Dataset records:
- Opening Delimiter -

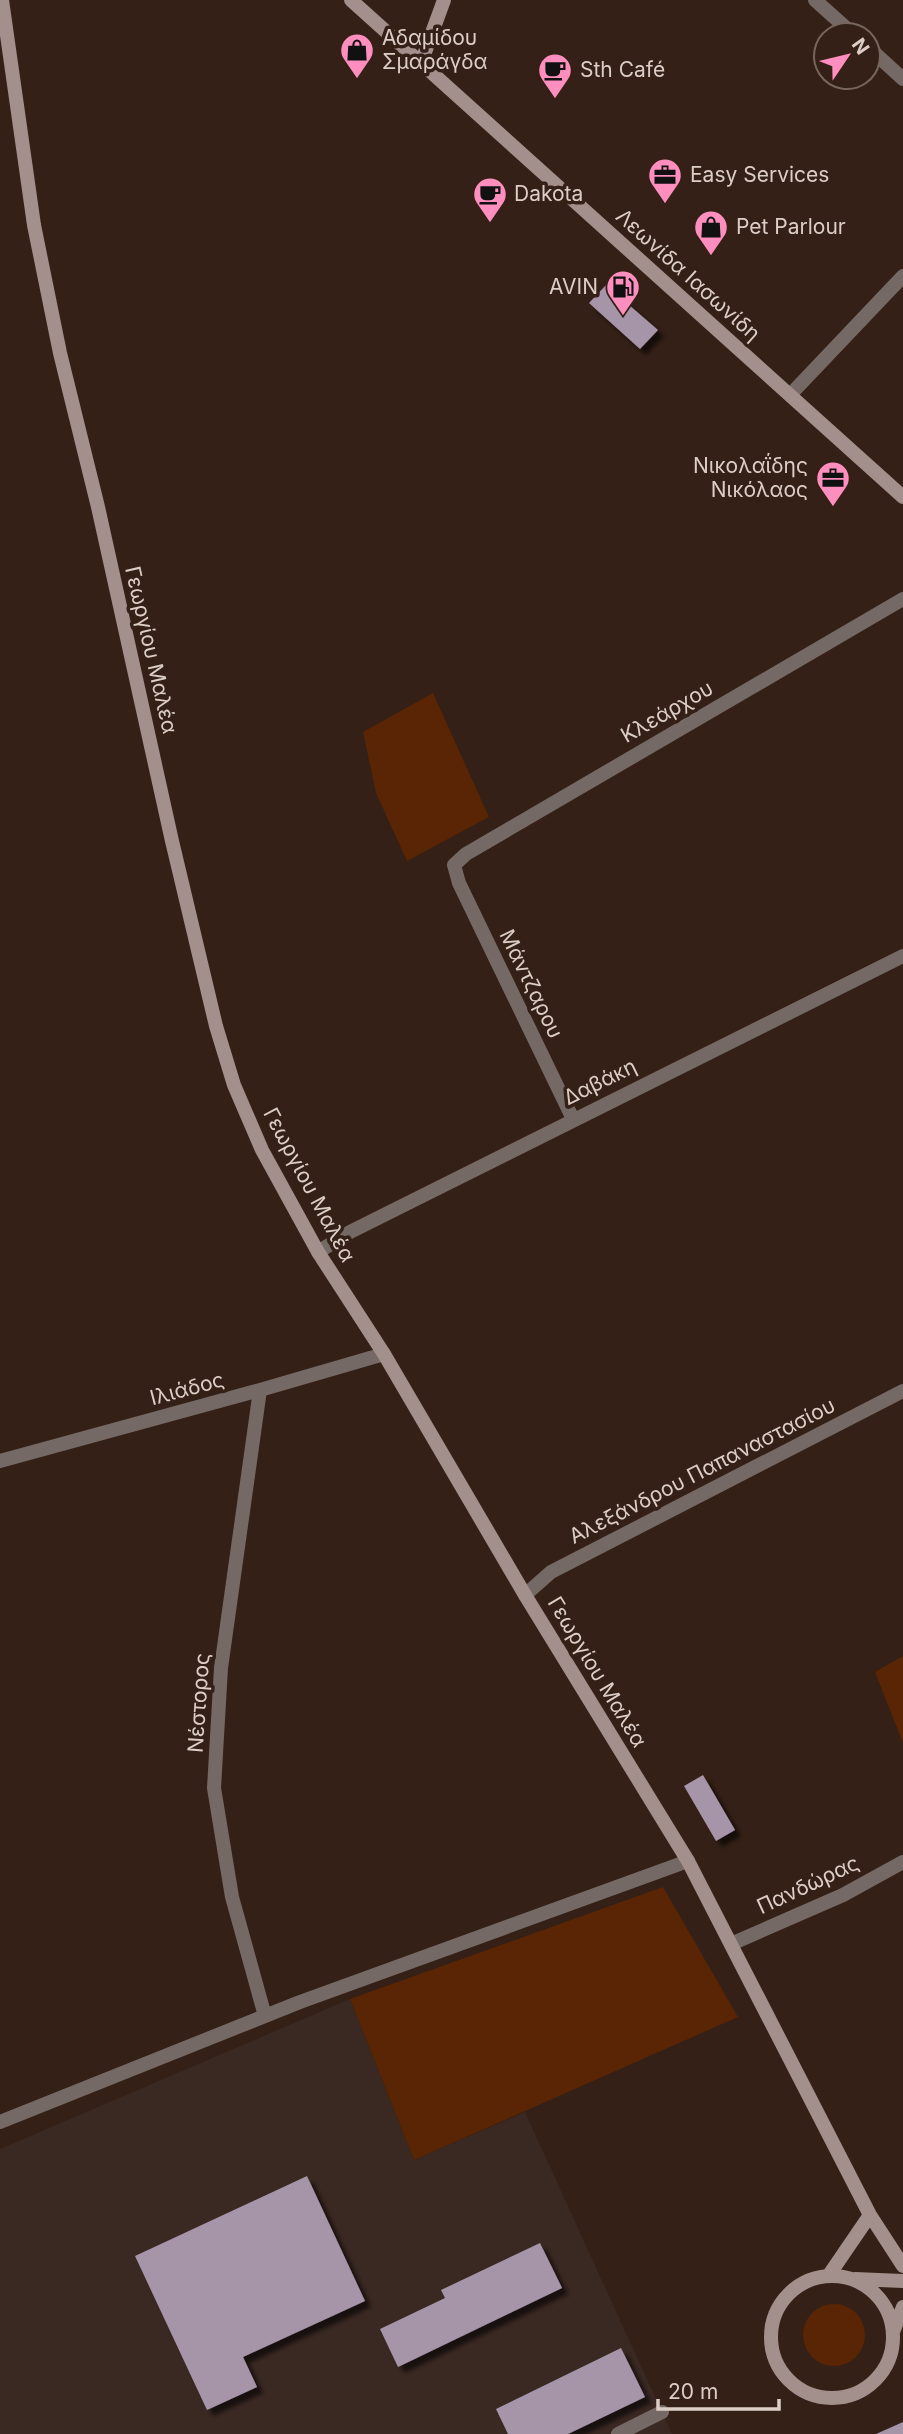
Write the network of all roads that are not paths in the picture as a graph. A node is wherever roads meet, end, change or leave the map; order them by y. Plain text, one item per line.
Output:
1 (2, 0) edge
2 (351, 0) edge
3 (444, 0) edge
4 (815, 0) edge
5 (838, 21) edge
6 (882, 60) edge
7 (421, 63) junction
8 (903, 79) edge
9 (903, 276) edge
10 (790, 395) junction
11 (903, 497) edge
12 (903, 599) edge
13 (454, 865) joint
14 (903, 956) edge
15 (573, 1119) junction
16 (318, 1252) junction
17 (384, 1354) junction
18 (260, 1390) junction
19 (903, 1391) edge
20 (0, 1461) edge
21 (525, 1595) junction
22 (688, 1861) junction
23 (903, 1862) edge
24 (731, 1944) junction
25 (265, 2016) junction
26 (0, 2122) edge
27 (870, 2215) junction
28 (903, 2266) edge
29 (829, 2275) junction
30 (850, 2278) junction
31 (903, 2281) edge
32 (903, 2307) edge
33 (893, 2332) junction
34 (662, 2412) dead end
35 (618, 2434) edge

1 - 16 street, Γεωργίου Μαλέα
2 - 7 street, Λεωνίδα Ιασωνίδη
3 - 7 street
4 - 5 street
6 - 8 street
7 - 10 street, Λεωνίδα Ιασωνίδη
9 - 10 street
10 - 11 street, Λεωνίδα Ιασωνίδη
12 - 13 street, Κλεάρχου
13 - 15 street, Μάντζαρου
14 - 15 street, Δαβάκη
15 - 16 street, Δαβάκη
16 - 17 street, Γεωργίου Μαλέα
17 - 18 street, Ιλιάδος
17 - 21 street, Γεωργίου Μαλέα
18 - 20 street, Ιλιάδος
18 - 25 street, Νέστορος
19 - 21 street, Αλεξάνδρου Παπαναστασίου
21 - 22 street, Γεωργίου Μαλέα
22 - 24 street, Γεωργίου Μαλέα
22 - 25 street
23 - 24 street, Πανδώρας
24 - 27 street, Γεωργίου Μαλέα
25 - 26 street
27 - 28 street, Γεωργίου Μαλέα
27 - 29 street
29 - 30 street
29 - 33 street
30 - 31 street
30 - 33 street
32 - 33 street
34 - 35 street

- Closing Delimiter -

* **PROBLEM TO WORK ON**
None of the pictures should be copied, but every record above must be restated in full.

* **ANSWER TO THIS TASK**
Write the network of all roads that are not paths in the picture as a graph. A node is wherever roads meet, end, change or leave the map; order them by y. Plain text, one item per line.
Output:
1 (2, 0) edge
2 (351, 0) edge
3 (444, 0) edge
4 (815, 0) edge
5 (838, 21) edge
6 (882, 60) edge
7 (421, 63) junction
8 (903, 79) edge
9 (903, 276) edge
10 (790, 395) junction
11 (903, 497) edge
12 (903, 599) edge
13 (454, 865) joint
14 (903, 956) edge
15 (573, 1119) junction
16 (318, 1252) junction
17 (384, 1354) junction
18 (260, 1390) junction
19 (903, 1391) edge
20 (0, 1461) edge
21 (525, 1595) junction
22 (688, 1861) junction
23 (903, 1862) edge
24 (731, 1944) junction
25 (265, 2016) junction
26 (0, 2122) edge
27 (870, 2215) junction
28 (903, 2266) edge
29 (829, 2275) junction
30 (850, 2278) junction
31 (903, 2281) edge
32 (903, 2307) edge
33 (893, 2332) junction
34 (662, 2412) dead end
35 (618, 2434) edge

1 - 16 street, Γεωργίου Μαλέα
2 - 7 street, Λεωνίδα Ιασωνίδη
3 - 7 street
4 - 5 street
6 - 8 street
7 - 10 street, Λεωνίδα Ιασωνίδη
9 - 10 street
10 - 11 street, Λεωνίδα Ιασωνίδη
12 - 13 street, Κλεάρχου
13 - 15 street, Μάντζαρου
14 - 15 street, Δαβάκη
15 - 16 street, Δαβάκη
16 - 17 street, Γεωργίου Μαλέα
17 - 18 street, Ιλιάδος
17 - 21 street, Γεωργίου Μαλέα
18 - 20 street, Ιλιάδος
18 - 25 street, Νέστορος
19 - 21 street, Αλεξάνδρου Παπαναστασίου
21 - 22 street, Γεωργίου Μαλέα
22 - 24 street, Γεωργίου Μαλέα
22 - 25 street
23 - 24 street, Πανδώρας
24 - 27 street, Γεωργίου Μαλέα
25 - 26 street
27 - 28 street, Γεωργίου Μαλέα
27 - 29 street
29 - 30 street
29 - 33 street
30 - 31 street
30 - 33 street
32 - 33 street
34 - 35 street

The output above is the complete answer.